Orrery is a fully static site with no server, no user accounts, no database, no localStorage, no third-party fonts/scripts at runtime, and no analytics. The realistic vulnerability surface is:

• A dependency (npm package) shipping malicious or vulnerable code.
• A bug that could leak the URL parameters (?lang=, ?mission=, ?dest=) somewhere unexpected — though those are intentionally non-sensitive.
• A bundled-in image that infringes a copyright or carries a payload.

If you find something:

1. Do not file a public issue for vulnerabilities you believe are exploitable.
2. Email the maintainer (see commit log for marko.dragoljevic@gmail.com) with [SECURITY] in the subject.
3. Include: the repo + commit hash, a reproduction or proof of concept, the impact you believe it has, and your suggested fix if you have one.

For non-exploitable concerns (e.g. a stale dependency that has a published CVE but isn't actually reachable in the bundle), a regular GitHub issue is fine.

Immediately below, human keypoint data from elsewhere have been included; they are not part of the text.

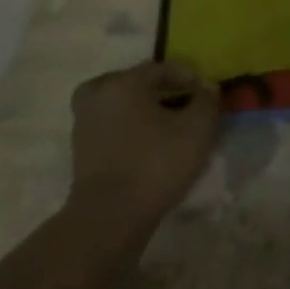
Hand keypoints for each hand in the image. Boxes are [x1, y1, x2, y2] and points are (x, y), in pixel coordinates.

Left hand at [67, 60, 219, 235]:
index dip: (188, 77)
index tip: (205, 95)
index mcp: (122, 84)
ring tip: (165, 126)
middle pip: (131, 83)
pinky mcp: (82, 156)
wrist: (109, 219)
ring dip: (140, 111)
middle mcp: (97, 99)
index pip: (160, 68)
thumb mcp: (198, 128)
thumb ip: (207, 100)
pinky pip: (110, 129)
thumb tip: (207, 88)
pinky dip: (128, 131)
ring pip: (118, 106)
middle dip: (157, 90)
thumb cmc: (156, 163)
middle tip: (179, 103)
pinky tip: (149, 146)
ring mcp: (84, 128)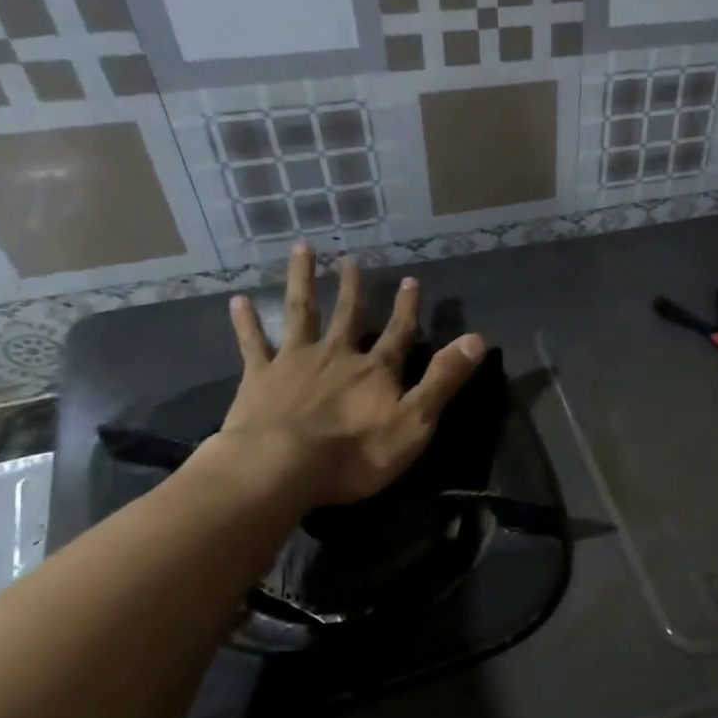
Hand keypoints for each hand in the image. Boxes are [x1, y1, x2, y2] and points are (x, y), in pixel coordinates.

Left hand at [214, 243, 485, 507]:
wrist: (281, 467)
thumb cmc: (356, 453)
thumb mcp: (415, 421)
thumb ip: (444, 379)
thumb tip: (478, 339)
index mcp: (376, 370)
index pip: (398, 333)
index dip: (407, 308)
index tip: (410, 280)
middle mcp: (337, 356)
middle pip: (348, 315)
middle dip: (353, 287)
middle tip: (350, 259)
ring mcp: (295, 363)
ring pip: (301, 313)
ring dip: (303, 281)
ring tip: (302, 250)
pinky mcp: (259, 378)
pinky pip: (252, 344)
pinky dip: (246, 322)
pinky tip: (238, 300)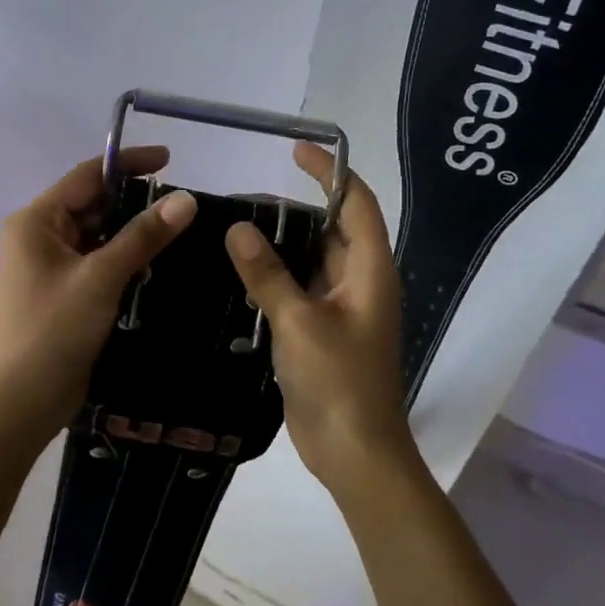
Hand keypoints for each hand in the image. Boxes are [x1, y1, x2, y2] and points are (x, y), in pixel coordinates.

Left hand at [0, 146, 196, 438]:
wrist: (21, 402)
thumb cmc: (53, 331)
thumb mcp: (101, 278)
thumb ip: (143, 236)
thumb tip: (186, 200)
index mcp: (36, 221)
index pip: (87, 176)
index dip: (128, 164)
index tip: (170, 160)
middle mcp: (40, 236)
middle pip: (93, 205)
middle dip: (135, 202)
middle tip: (184, 203)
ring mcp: (51, 266)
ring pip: (98, 235)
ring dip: (133, 232)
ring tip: (181, 229)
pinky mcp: (64, 292)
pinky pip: (98, 261)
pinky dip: (125, 259)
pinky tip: (158, 262)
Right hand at [224, 143, 412, 495]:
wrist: (355, 453)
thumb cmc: (339, 383)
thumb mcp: (299, 324)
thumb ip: (268, 275)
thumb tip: (237, 229)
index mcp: (370, 271)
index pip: (356, 203)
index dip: (330, 172)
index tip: (294, 151)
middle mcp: (360, 281)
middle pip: (331, 229)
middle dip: (294, 210)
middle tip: (243, 201)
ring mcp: (342, 308)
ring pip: (312, 260)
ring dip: (281, 245)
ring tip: (234, 231)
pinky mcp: (323, 331)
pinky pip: (300, 289)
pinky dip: (275, 276)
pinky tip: (239, 275)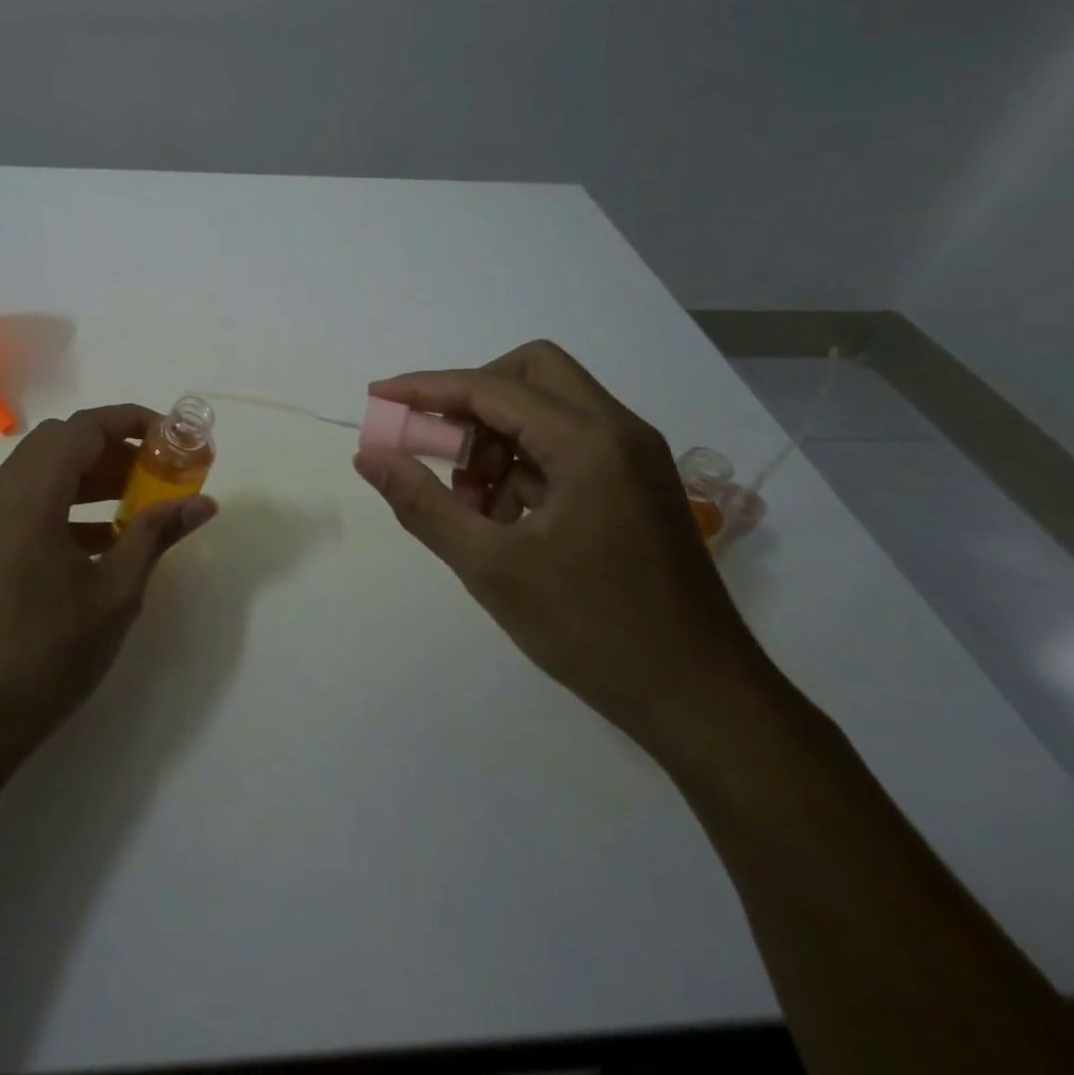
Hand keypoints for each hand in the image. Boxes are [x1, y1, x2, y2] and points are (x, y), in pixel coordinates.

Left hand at [0, 404, 217, 775]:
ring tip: (141, 498)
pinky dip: (70, 499)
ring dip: (93, 472)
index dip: (132, 421)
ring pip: (45, 468)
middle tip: (159, 469)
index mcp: (29, 495)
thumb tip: (204, 503)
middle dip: (115, 446)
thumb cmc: (46, 653)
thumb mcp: (115, 592)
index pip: (84, 428)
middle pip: (62, 441)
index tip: (174, 437)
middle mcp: (1, 492)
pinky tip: (107, 535)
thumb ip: (156, 535)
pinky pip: (31, 498)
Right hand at [354, 341, 782, 755]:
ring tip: (470, 503)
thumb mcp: (491, 568)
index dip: (426, 388)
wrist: (704, 701)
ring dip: (496, 437)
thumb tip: (370, 456)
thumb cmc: (593, 631)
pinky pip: (567, 445)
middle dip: (472, 399)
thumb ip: (423, 504)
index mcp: (588, 441)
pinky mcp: (636, 485)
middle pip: (531, 373)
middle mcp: (618, 431)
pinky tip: (504, 520)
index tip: (378, 398)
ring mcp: (633, 457)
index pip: (491, 387)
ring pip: (548, 409)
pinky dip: (524, 464)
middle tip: (437, 446)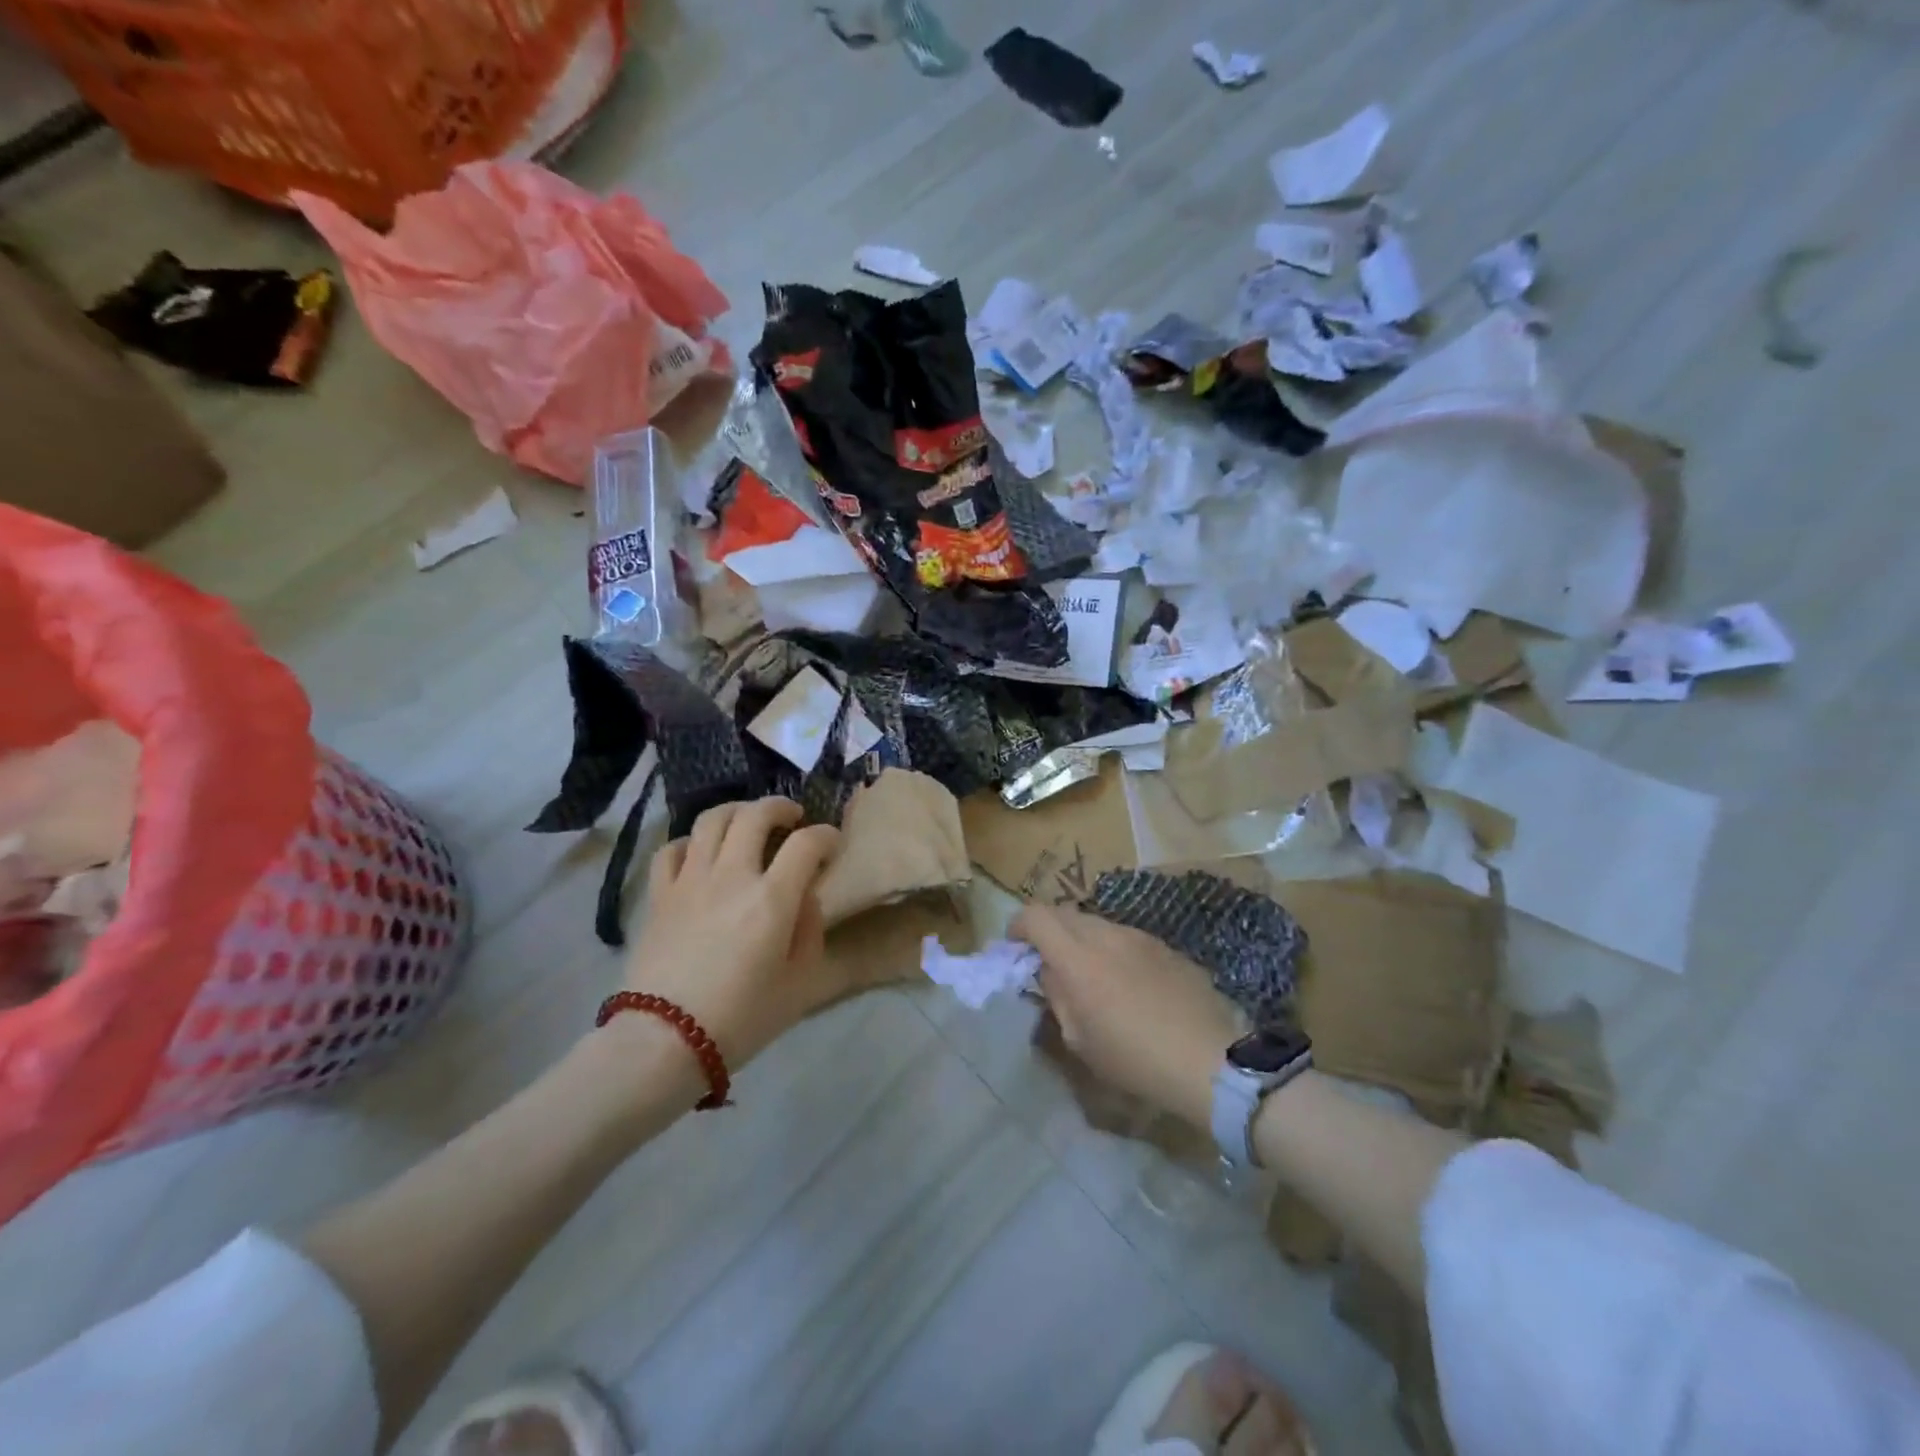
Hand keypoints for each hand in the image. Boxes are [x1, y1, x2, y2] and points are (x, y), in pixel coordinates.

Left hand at [616, 798, 841, 1070]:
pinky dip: (690, 842)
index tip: (832, 843)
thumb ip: (810, 931)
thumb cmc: (740, 1019)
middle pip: (755, 815)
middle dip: (780, 807)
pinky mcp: (659, 895)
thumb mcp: (799, 984)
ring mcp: (690, 881)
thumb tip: (805, 898)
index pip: (806, 843)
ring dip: (737, 812)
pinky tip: (700, 853)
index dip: (826, 835)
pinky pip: (671, 849)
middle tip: (792, 818)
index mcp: (772, 899)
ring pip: (711, 820)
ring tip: (748, 822)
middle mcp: (731, 876)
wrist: (663, 1043)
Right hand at [1012, 904, 1239, 1130]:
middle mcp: (1106, 934)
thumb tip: (1050, 971)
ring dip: (1081, 939)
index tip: (1015, 947)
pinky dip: (1112, 949)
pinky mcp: (1164, 945)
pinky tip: (1126, 983)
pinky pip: (1126, 937)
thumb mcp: (1080, 1039)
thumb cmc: (1135, 1058)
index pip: (1036, 916)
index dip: (1018, 926)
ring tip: (1089, 974)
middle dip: (1048, 931)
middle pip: (1064, 913)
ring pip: (1096, 923)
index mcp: (1077, 958)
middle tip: (1048, 961)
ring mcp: (1139, 936)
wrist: (1209, 1059)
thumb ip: (1057, 995)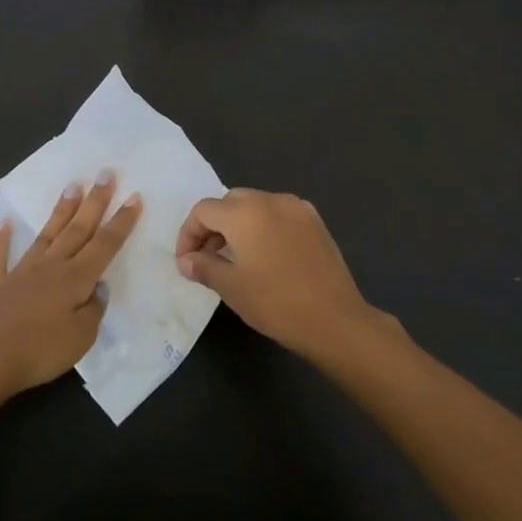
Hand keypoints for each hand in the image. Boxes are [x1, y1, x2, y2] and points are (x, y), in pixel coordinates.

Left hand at [0, 171, 141, 403]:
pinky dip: (0, 239)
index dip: (121, 222)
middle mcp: (50, 267)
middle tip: (105, 174)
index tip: (134, 196)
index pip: (105, 245)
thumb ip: (93, 310)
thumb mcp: (82, 338)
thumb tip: (96, 288)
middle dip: (94, 202)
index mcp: (75, 279)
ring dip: (60, 211)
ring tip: (72, 186)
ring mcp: (20, 272)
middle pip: (78, 229)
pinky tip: (3, 223)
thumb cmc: (39, 352)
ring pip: (46, 235)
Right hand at [175, 188, 403, 365]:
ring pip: (256, 205)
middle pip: (229, 202)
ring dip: (238, 225)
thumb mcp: (231, 287)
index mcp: (244, 212)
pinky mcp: (315, 222)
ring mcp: (297, 208)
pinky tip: (266, 255)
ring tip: (235, 258)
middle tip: (207, 257)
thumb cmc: (275, 302)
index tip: (187, 261)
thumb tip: (186, 260)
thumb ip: (203, 266)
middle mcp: (270, 200)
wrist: (335, 320)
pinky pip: (279, 214)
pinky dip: (264, 226)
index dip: (188, 234)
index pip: (203, 210)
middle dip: (213, 226)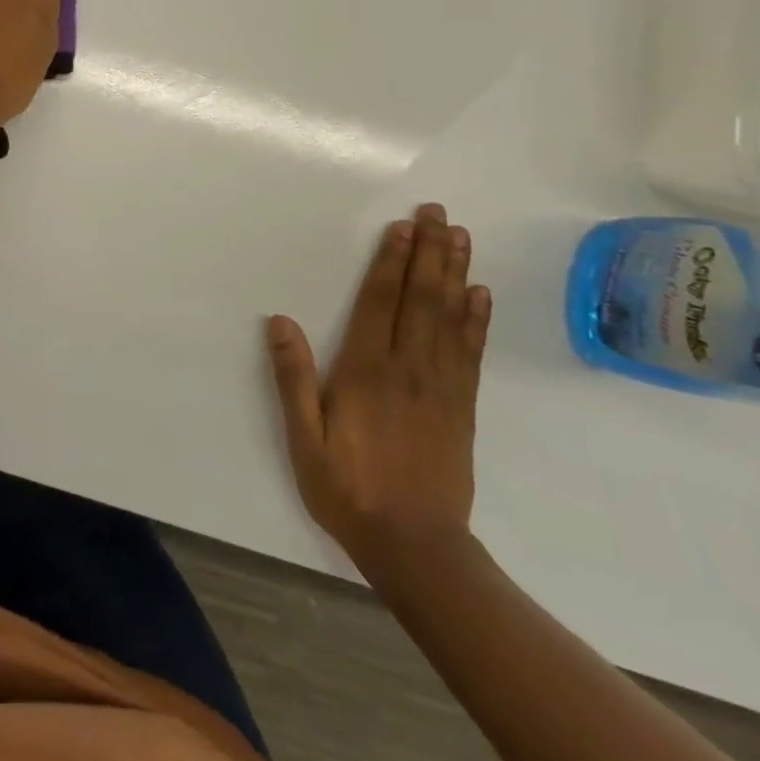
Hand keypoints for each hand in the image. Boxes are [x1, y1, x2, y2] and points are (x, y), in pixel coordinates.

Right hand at [266, 204, 492, 577]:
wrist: (417, 547)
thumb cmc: (348, 489)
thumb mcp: (304, 438)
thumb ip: (293, 378)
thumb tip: (280, 320)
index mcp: (366, 372)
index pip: (380, 303)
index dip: (391, 262)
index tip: (402, 227)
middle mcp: (408, 369)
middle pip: (421, 299)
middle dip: (429, 253)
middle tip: (437, 213)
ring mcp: (441, 387)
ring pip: (450, 317)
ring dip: (455, 273)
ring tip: (460, 237)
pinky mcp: (462, 406)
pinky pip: (470, 352)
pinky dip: (476, 319)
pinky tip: (480, 295)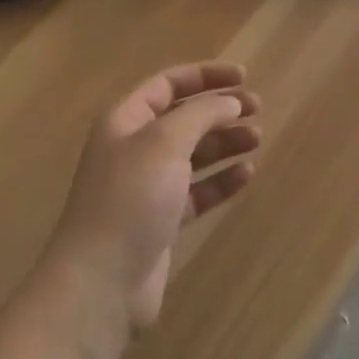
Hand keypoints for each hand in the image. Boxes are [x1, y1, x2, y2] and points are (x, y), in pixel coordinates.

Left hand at [43, 62, 261, 339]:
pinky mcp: (161, 220)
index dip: (206, 75)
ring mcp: (147, 186)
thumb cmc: (130, 198)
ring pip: (193, 153)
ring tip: (257, 139)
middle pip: (183, 117)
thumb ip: (201, 114)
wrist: (101, 282)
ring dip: (225, 143)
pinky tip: (246, 174)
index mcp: (126, 119)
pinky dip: (221, 180)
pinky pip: (197, 190)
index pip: (169, 84)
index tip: (244, 76)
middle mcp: (135, 147)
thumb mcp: (165, 142)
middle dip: (220, 109)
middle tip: (257, 108)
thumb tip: (230, 102)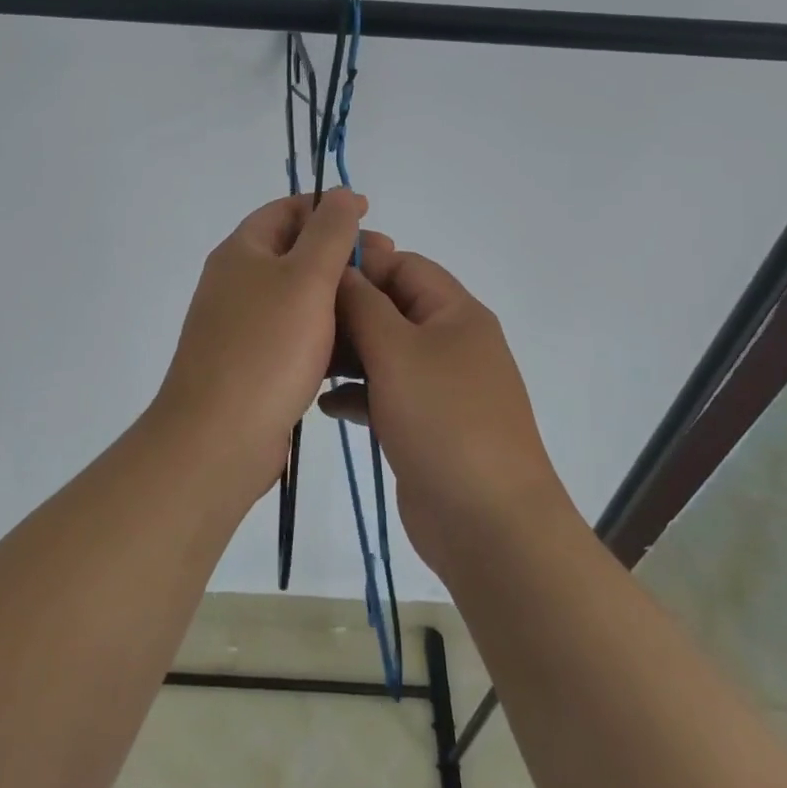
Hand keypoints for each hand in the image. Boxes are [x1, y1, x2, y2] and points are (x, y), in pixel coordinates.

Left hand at [153, 190, 376, 493]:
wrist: (219, 438)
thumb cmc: (266, 348)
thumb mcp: (305, 279)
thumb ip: (329, 232)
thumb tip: (342, 192)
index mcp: (242, 252)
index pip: (286, 210)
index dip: (328, 206)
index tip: (370, 215)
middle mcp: (237, 282)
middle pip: (294, 252)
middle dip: (340, 253)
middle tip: (385, 263)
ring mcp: (243, 325)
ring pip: (298, 297)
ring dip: (337, 295)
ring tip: (379, 306)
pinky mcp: (254, 363)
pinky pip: (295, 335)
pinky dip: (324, 333)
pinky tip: (357, 347)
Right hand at [320, 245, 563, 577]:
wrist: (488, 523)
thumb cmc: (443, 420)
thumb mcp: (396, 350)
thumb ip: (363, 304)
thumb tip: (341, 270)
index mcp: (455, 313)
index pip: (404, 266)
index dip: (360, 264)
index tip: (310, 274)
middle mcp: (450, 343)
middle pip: (390, 309)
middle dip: (346, 313)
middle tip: (297, 324)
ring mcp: (439, 387)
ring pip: (383, 353)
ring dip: (346, 355)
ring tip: (304, 363)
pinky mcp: (425, 425)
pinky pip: (384, 394)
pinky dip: (356, 394)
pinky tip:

Solo project, hobby cadence. I aim to:

• Acknowledge receipt within a week.
• Triage within two weeks.
• Patch within a month for anything plausibly exploitable.

I cannot guarantee a bounty.

In scope:

• Bundled JavaScript / WASM
• The static SPA on chipi.github.io/orrery/ (and any future production hosting)
• scripts/fetch-assets.ts (build-time only — but image-fetch URLs are public input)
• Mission-data JSON files (could in theory carry XSS via description if rendered as HTML — they're not, but the schema is the trust boundary)

Out of scope:

• Third-party dependencies (file with the upstream maintainer instead).
• The GitHub Pages CDN itself.
• The NASA Images API / Wikimedia Commons / Solar System Scope (upstream sources).

I'd like 30 days from receipt to coordinate a fix before public disclosure. Severe issues that are already being exploited in the wild override this — disclose immediately if needed.